As for the pit road fiasco, Pearn says it was a mistake by one of the pit crew members.
“Just put the wrong tire on the wrong side,” Pearn stated. “You grab the wrong tire and you don’t pay attention and you put the wrong tire on the wrong side. …We had a sh*tty stop on the last one, too, so, I don’t know. Tough to swallow, I feel like we put the effort in.”
After the pit stop, Pearn climbed down the pit box to see what happened. As for the answers he received, he noted, “I was just trying to figure out what happened. Of course, nobody has a good answer when stuff goes bad.”
Following the race, Truex said he can’t recall something like that ever happening to him in any type of race prior.
“I’ve never had that happen,.” he added. “I don’t even know what to say. It doesn’t drive good with the left front on the right, I can tell you that. Very tight.”
However, Pearn can recall it happening, though not while being paired with Truex.
“It happened one time at Pocono, like f*cking eight years ago or something,” he said.
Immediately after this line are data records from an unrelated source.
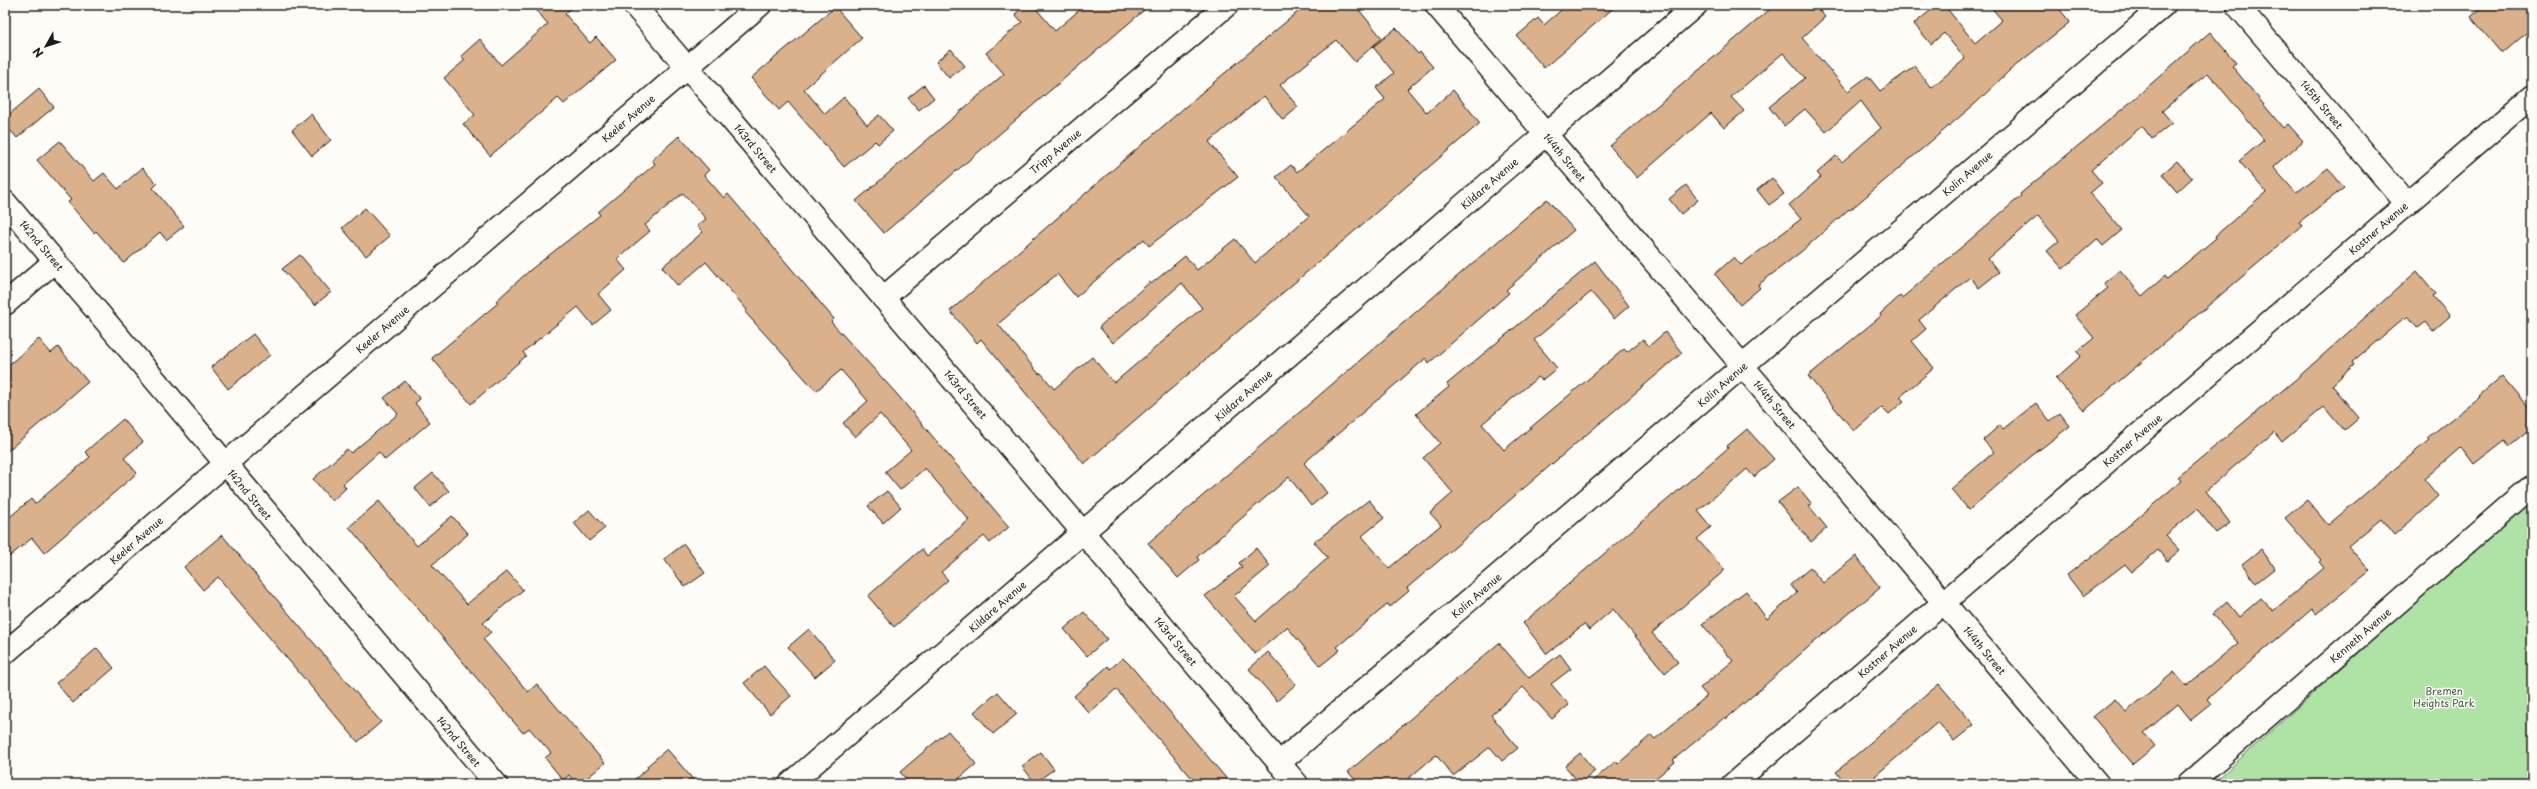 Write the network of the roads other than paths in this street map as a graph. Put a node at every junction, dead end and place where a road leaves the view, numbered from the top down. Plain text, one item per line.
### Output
1 (634, 5) edge
2 (760, 5) edge
3 (1227, 5) edge
4 (1436, 5) edge
5 (1696, 5) edge
6 (2164, 5) edge
7 (2237, 5) edge
8 (687, 67) junction
9 (2532, 96) edge
10 (1546, 134) junction
11 (5, 202) edge
12 (2407, 204) junction
13 (55, 261) junction
14 (883, 298) junction
15 (5, 304) edge
16 (1743, 366) junction
17 (225, 464) junction
18 (2532, 486) edge
19 (1083, 532) junction
20 (1944, 602) junction
21 (5, 653) edge
22 (1279, 763) junction
23 (496, 784) edge
24 (790, 784) edge
25 (1297, 784) edge
26 (1733, 784) edge
27 (2098, 784) edge
28 (2189, 784) edge

1 - 8 street, 143rd Street
2 - 8 street, Keeler Avenue
3 - 14 street, Tripp Avenue
4 - 10 street, 144th Street
5 - 10 street, Kildare Avenue
6 - 16 street, Kolin Avenue
7 - 12 street, 145th Street
8 - 14 street, 143rd Street
8 - 17 street, Keeler Avenue
9 - 12 street, Kostner Avenue
10 - 16 street, 144th Street
10 - 19 street, Kildare Avenue
11 - 13 street, 142nd Street
12 - 20 street, Kostner Avenue
13 - 15 street
13 - 17 street, 142nd Street
14 - 19 street, 143rd Street
16 - 20 street, 144th Street
16 - 22 street, Kolin Avenue
17 - 21 street, Keeler Avenue
17 - 23 street, 142nd Street
18 - 28 street, Kenneth Avenue
19 - 22 street, 143rd Street
19 - 24 street, Kildare Avenue
20 - 26 street, Kostner Avenue
20 - 27 street, 144th Street
22 - 25 street, 143rd Street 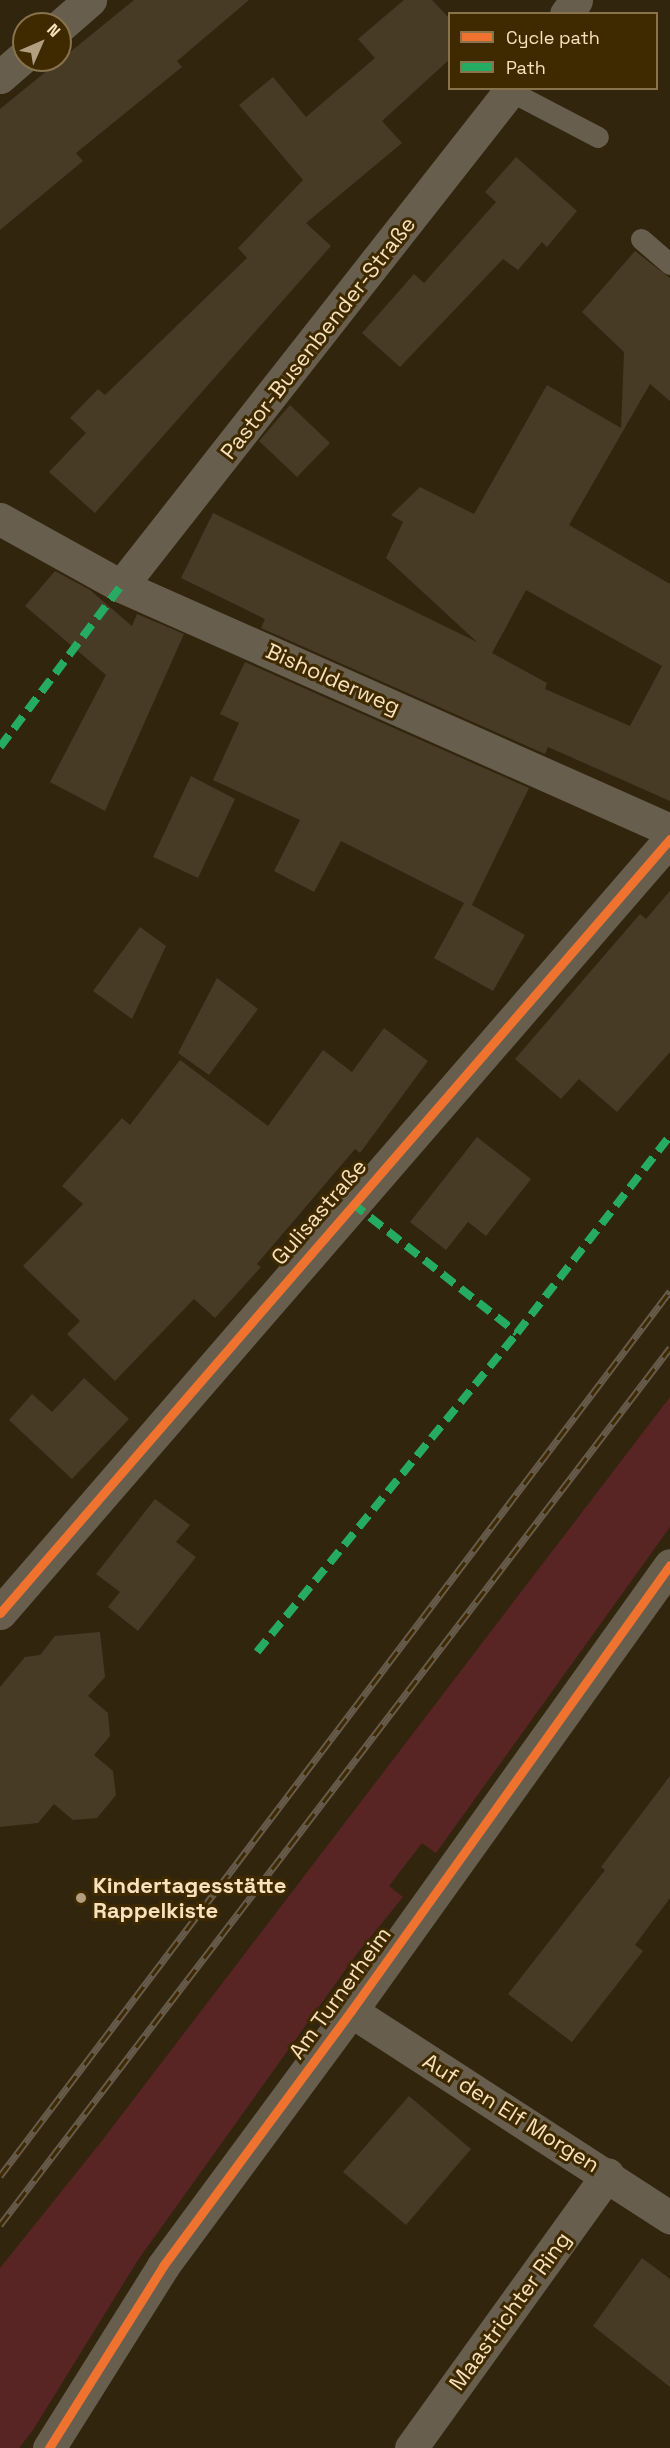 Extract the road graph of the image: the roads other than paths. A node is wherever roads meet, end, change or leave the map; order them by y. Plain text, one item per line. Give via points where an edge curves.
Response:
1 (90, 0) edge
2 (72, 16) edge
3 (12, 66) edge
4 (0, 77) edge
5 (511, 90) edge
6 (598, 137) dead end
7 (641, 239) dead end
8 (670, 264) edge
9 (0, 519) edge
10 (121, 586) junction
11 (670, 830) edge
12 (670, 839) edge
13 (670, 1565) edge
14 (0, 1613) edge
15 (351, 2011) junction
16 (608, 2174) junction
17 (670, 2217) edge
18 (49, 2448) edge
19 (411, 2448) edge

1 - 2 street
3 - 4 street
5 - 6 lane
5 - 10 street, Pastor-Busenbender-Straße
7 - 8 lane
9 - 10 street, Bisholderweg
10 - 11 street, Bisholderweg
12 - 14 street, Gulisastraße
13 - 15 street, Am Turnerheim
15 - 16 street, Auf den Elf Morgen
15 - 18 street, Am Turnerheim via 163,2266
16 - 17 street, Auf den Elf Morgen
16 - 19 street, Maastrichter Ring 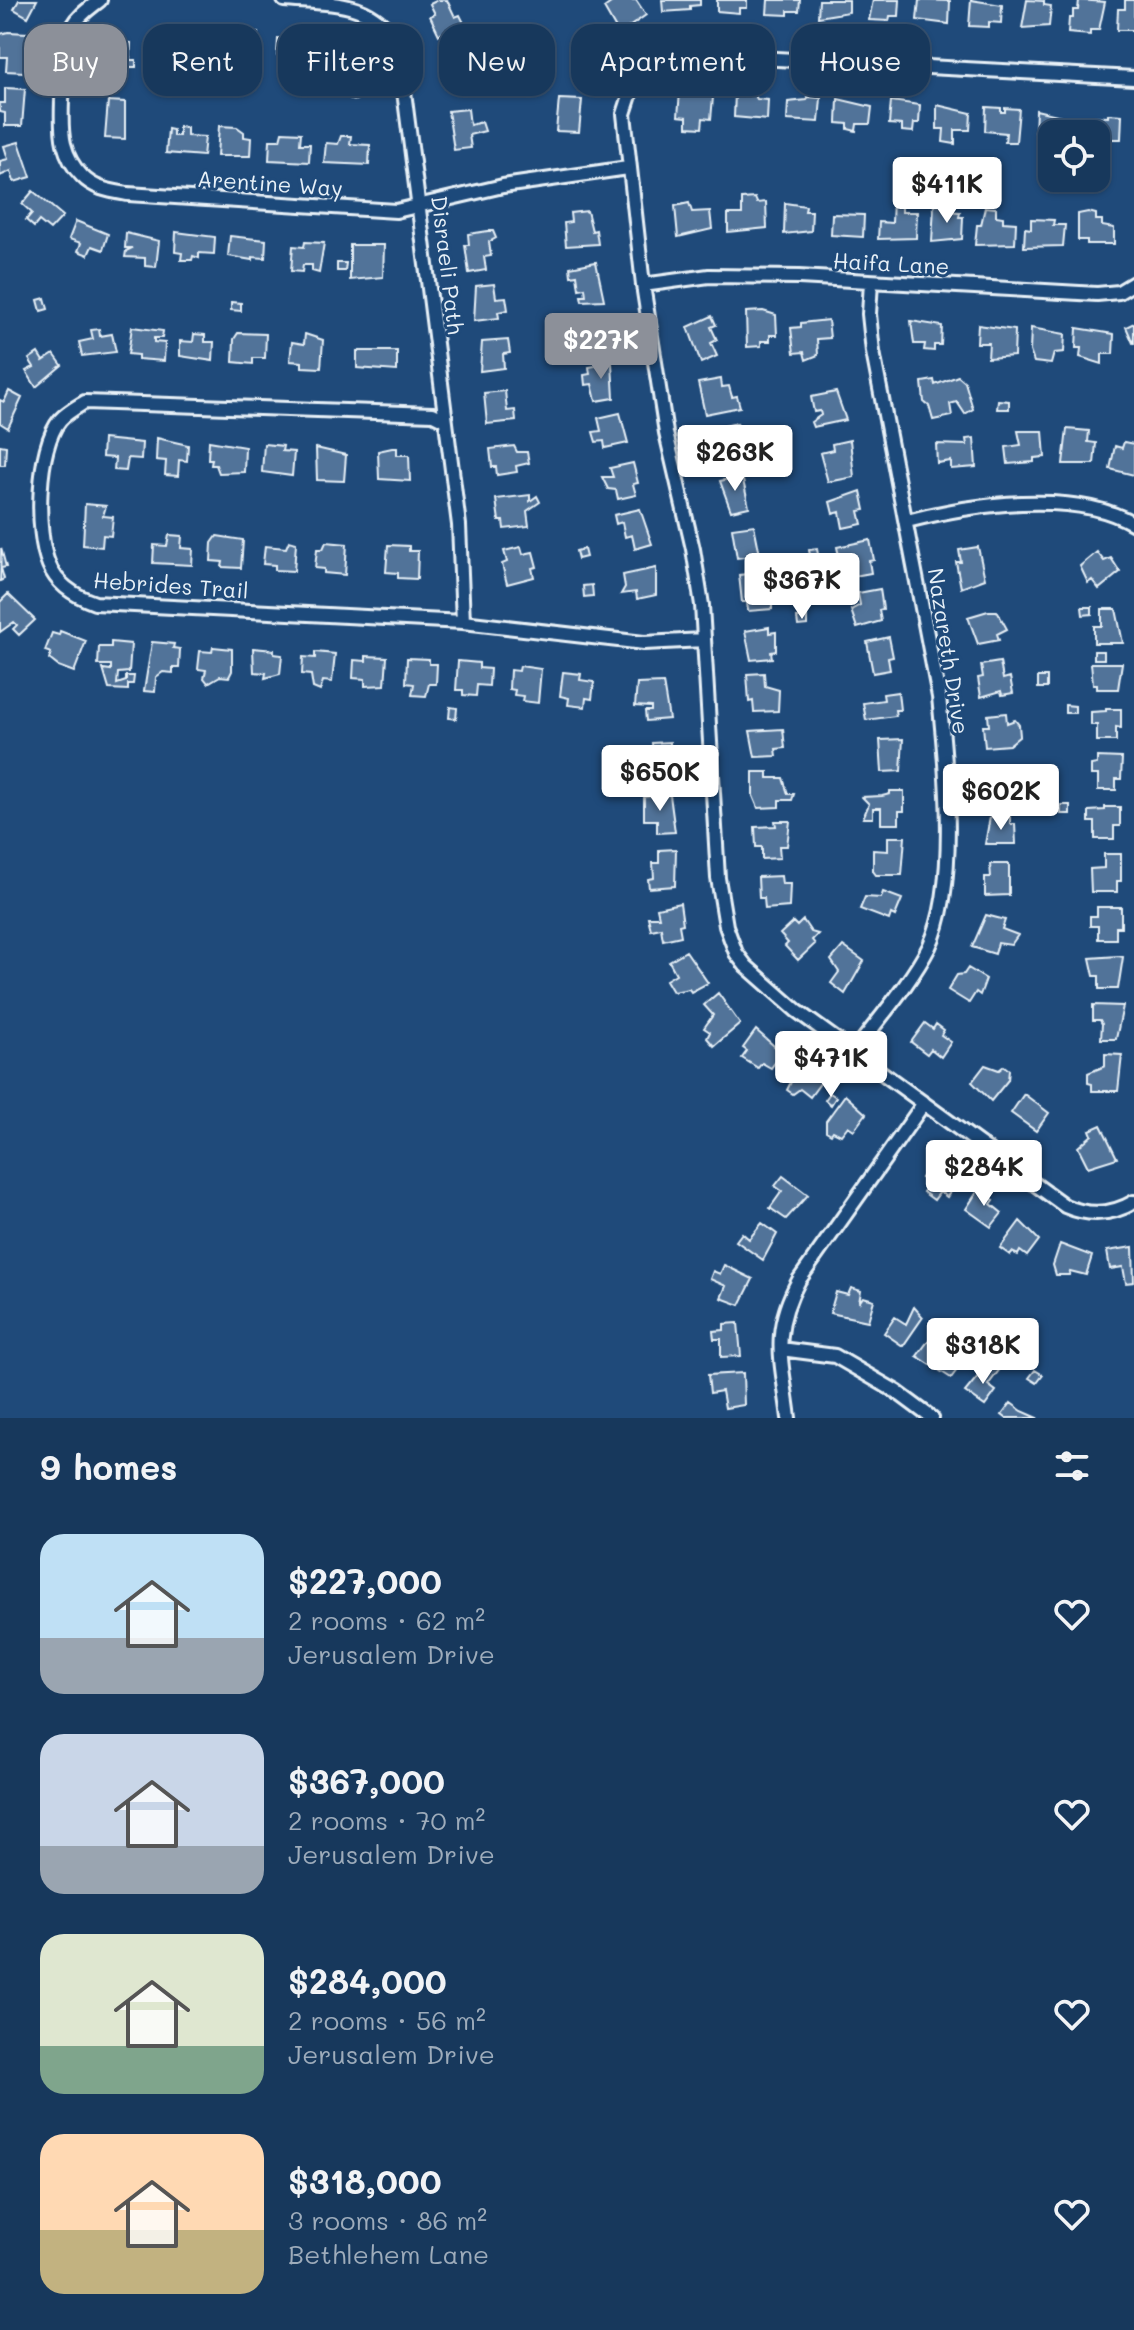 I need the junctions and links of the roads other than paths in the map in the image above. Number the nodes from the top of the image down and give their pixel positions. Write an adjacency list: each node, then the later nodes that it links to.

Regardless, Truex’s second-place finish means he’s had three consecutive seasons of finishing inside the top two in points. In that span, he’s won 19 races. But as for aiming for a second championship, that’ll have to wait for 2020.
“These things don’t come around every day,” he said. “Second two years in a row definitely stings a little, but the fact that we have one is still really a big deal. It’s hard to win these things.”